» **Task input**
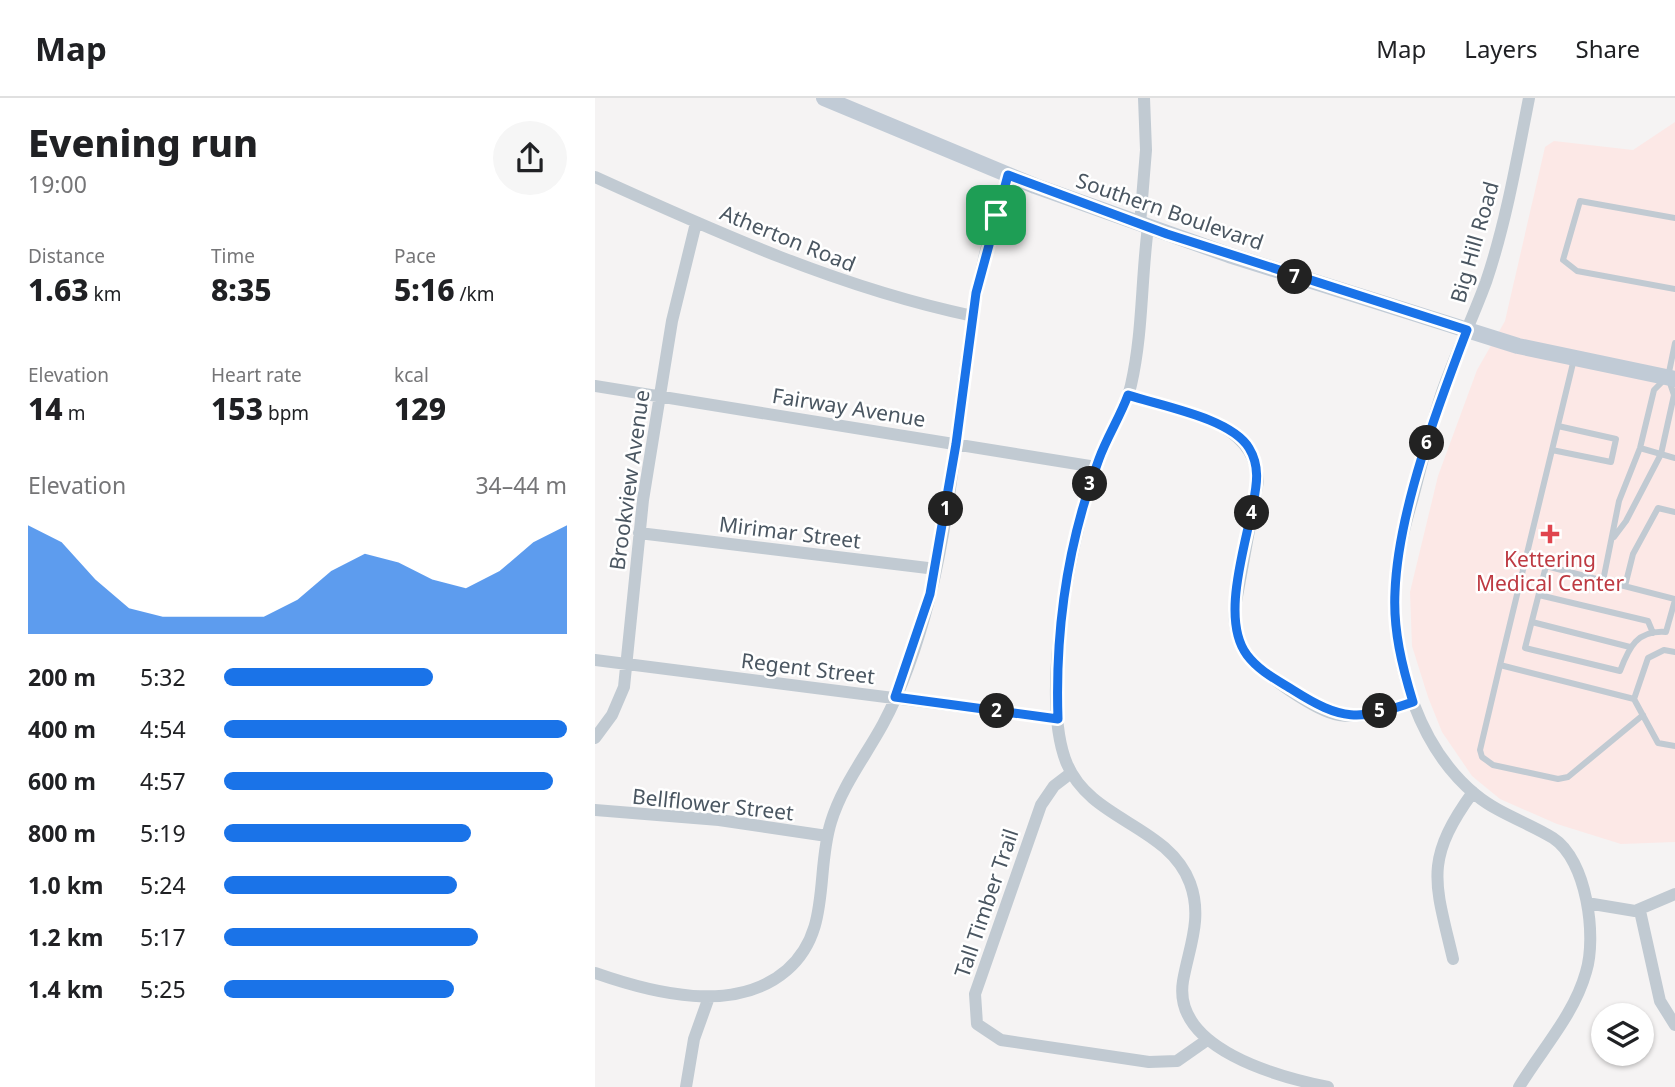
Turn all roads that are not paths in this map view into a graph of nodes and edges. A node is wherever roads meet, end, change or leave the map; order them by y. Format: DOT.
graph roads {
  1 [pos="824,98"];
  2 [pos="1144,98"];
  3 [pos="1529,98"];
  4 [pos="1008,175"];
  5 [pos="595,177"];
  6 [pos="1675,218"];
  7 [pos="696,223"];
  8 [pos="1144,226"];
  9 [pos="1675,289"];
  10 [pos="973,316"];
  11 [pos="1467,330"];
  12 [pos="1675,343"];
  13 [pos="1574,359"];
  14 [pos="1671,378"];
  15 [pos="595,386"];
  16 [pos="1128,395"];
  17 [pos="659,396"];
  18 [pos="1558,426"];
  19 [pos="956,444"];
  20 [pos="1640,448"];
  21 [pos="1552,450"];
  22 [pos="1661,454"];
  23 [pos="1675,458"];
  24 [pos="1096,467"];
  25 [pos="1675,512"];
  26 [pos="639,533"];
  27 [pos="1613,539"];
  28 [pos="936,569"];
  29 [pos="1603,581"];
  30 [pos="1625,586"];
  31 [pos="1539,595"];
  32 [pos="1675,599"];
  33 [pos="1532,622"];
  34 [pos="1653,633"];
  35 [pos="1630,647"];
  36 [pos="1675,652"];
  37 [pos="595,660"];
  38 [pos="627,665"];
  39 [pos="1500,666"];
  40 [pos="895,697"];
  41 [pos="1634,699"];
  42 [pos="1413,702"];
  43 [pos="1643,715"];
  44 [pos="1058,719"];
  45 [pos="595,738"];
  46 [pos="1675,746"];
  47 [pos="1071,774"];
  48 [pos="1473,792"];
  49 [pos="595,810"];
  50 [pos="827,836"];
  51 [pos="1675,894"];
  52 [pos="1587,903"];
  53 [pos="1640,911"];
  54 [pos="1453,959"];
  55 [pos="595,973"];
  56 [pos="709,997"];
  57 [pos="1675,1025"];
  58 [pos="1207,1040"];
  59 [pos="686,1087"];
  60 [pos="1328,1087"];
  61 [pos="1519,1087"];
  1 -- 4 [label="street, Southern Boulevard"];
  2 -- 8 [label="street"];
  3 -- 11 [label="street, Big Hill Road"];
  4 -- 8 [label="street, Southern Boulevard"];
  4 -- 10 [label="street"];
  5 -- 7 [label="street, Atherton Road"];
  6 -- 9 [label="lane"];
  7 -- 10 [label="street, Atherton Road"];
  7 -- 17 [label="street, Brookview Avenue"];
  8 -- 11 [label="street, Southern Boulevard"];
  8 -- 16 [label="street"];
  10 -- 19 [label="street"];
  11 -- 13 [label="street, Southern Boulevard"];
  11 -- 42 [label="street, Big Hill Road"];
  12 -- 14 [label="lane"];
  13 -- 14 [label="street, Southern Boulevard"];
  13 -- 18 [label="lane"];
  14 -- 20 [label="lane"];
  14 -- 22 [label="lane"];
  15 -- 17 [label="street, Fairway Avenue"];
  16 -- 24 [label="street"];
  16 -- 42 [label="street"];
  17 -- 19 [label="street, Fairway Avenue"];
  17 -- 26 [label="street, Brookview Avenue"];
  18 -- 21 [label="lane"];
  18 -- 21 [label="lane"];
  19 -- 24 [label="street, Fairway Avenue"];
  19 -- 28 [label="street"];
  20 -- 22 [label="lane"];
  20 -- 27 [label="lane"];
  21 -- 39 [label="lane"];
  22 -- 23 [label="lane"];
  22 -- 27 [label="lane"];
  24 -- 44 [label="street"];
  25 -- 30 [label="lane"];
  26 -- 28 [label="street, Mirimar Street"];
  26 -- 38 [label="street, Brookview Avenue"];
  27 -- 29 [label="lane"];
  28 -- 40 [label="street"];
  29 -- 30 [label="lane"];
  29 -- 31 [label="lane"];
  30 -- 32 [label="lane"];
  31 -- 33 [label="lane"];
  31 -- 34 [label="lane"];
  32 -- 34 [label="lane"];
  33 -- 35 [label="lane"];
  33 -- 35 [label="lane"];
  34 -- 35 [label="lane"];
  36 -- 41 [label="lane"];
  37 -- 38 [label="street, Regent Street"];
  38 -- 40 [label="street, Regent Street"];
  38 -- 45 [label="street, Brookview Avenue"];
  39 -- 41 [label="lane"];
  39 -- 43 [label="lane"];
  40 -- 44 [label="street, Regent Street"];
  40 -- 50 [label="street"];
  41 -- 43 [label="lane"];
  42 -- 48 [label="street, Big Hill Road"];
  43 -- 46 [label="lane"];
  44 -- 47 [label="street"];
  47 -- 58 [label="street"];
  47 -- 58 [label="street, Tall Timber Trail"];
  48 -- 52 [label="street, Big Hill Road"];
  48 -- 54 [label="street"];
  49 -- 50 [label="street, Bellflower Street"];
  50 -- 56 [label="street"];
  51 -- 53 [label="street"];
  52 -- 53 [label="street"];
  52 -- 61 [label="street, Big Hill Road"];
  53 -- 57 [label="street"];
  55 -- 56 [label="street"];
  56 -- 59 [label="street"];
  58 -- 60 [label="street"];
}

» **Required action**
With images excluded, write the records above out again exactly.

» **Final answer**
Turn all roads that are not paths in this map view into a graph of nodes and edges. A node is wherever roads meet, end, change or leave the map; order them by y. Format: DOT.
graph roads {
  1 [pos="824,98"];
  2 [pos="1144,98"];
  3 [pos="1529,98"];
  4 [pos="1008,175"];
  5 [pos="595,177"];
  6 [pos="1675,218"];
  7 [pos="696,223"];
  8 [pos="1144,226"];
  9 [pos="1675,289"];
  10 [pos="973,316"];
  11 [pos="1467,330"];
  12 [pos="1675,343"];
  13 [pos="1574,359"];
  14 [pos="1671,378"];
  15 [pos="595,386"];
  16 [pos="1128,395"];
  17 [pos="659,396"];
  18 [pos="1558,426"];
  19 [pos="956,444"];
  20 [pos="1640,448"];
  21 [pos="1552,450"];
  22 [pos="1661,454"];
  23 [pos="1675,458"];
  24 [pos="1096,467"];
  25 [pos="1675,512"];
  26 [pos="639,533"];
  27 [pos="1613,539"];
  28 [pos="936,569"];
  29 [pos="1603,581"];
  30 [pos="1625,586"];
  31 [pos="1539,595"];
  32 [pos="1675,599"];
  33 [pos="1532,622"];
  34 [pos="1653,633"];
  35 [pos="1630,647"];
  36 [pos="1675,652"];
  37 [pos="595,660"];
  38 [pos="627,665"];
  39 [pos="1500,666"];
  40 [pos="895,697"];
  41 [pos="1634,699"];
  42 [pos="1413,702"];
  43 [pos="1643,715"];
  44 [pos="1058,719"];
  45 [pos="595,738"];
  46 [pos="1675,746"];
  47 [pos="1071,774"];
  48 [pos="1473,792"];
  49 [pos="595,810"];
  50 [pos="827,836"];
  51 [pos="1675,894"];
  52 [pos="1587,903"];
  53 [pos="1640,911"];
  54 [pos="1453,959"];
  55 [pos="595,973"];
  56 [pos="709,997"];
  57 [pos="1675,1025"];
  58 [pos="1207,1040"];
  59 [pos="686,1087"];
  60 [pos="1328,1087"];
  61 [pos="1519,1087"];
  1 -- 4 [label="street, Southern Boulevard"];
  2 -- 8 [label="street"];
  3 -- 11 [label="street, Big Hill Road"];
  4 -- 8 [label="street, Southern Boulevard"];
  4 -- 10 [label="street"];
  5 -- 7 [label="street, Atherton Road"];
  6 -- 9 [label="lane"];
  7 -- 10 [label="street, Atherton Road"];
  7 -- 17 [label="street, Brookview Avenue"];
  8 -- 11 [label="street, Southern Boulevard"];
  8 -- 16 [label="street"];
  10 -- 19 [label="street"];
  11 -- 13 [label="street, Southern Boulevard"];
  11 -- 42 [label="street, Big Hill Road"];
  12 -- 14 [label="lane"];
  13 -- 14 [label="street, Southern Boulevard"];
  13 -- 18 [label="lane"];
  14 -- 20 [label="lane"];
  14 -- 22 [label="lane"];
  15 -- 17 [label="street, Fairway Avenue"];
  16 -- 24 [label="street"];
  16 -- 42 [label="street"];
  17 -- 19 [label="street, Fairway Avenue"];
  17 -- 26 [label="street, Brookview Avenue"];
  18 -- 21 [label="lane"];
  18 -- 21 [label="lane"];
  19 -- 24 [label="street, Fairway Avenue"];
  19 -- 28 [label="street"];
  20 -- 22 [label="lane"];
  20 -- 27 [label="lane"];
  21 -- 39 [label="lane"];
  22 -- 23 [label="lane"];
  22 -- 27 [label="lane"];
  24 -- 44 [label="street"];
  25 -- 30 [label="lane"];
  26 -- 28 [label="street, Mirimar Street"];
  26 -- 38 [label="street, Brookview Avenue"];
  27 -- 29 [label="lane"];
  28 -- 40 [label="street"];
  29 -- 30 [label="lane"];
  29 -- 31 [label="lane"];
  30 -- 32 [label="lane"];
  31 -- 33 [label="lane"];
  31 -- 34 [label="lane"];
  32 -- 34 [label="lane"];
  33 -- 35 [label="lane"];
  33 -- 35 [label="lane"];
  34 -- 35 [label="lane"];
  36 -- 41 [label="lane"];
  37 -- 38 [label="street, Regent Street"];
  38 -- 40 [label="street, Regent Street"];
  38 -- 45 [label="street, Brookview Avenue"];
  39 -- 41 [label="lane"];
  39 -- 43 [label="lane"];
  40 -- 44 [label="street, Regent Street"];
  40 -- 50 [label="street"];
  41 -- 43 [label="lane"];
  42 -- 48 [label="street, Big Hill Road"];
  43 -- 46 [label="lane"];
  44 -- 47 [label="street"];
  47 -- 58 [label="street"];
  47 -- 58 [label="street, Tall Timber Trail"];
  48 -- 52 [label="street, Big Hill Road"];
  48 -- 54 [label="street"];
  49 -- 50 [label="street, Bellflower Street"];
  50 -- 56 [label="street"];
  51 -- 53 [label="street"];
  52 -- 53 [label="street"];
  52 -- 61 [label="street, Big Hill Road"];
  53 -- 57 [label="street"];
  55 -- 56 [label="street"];
  56 -- 59 [label="street"];
  58 -- 60 [label="street"];
}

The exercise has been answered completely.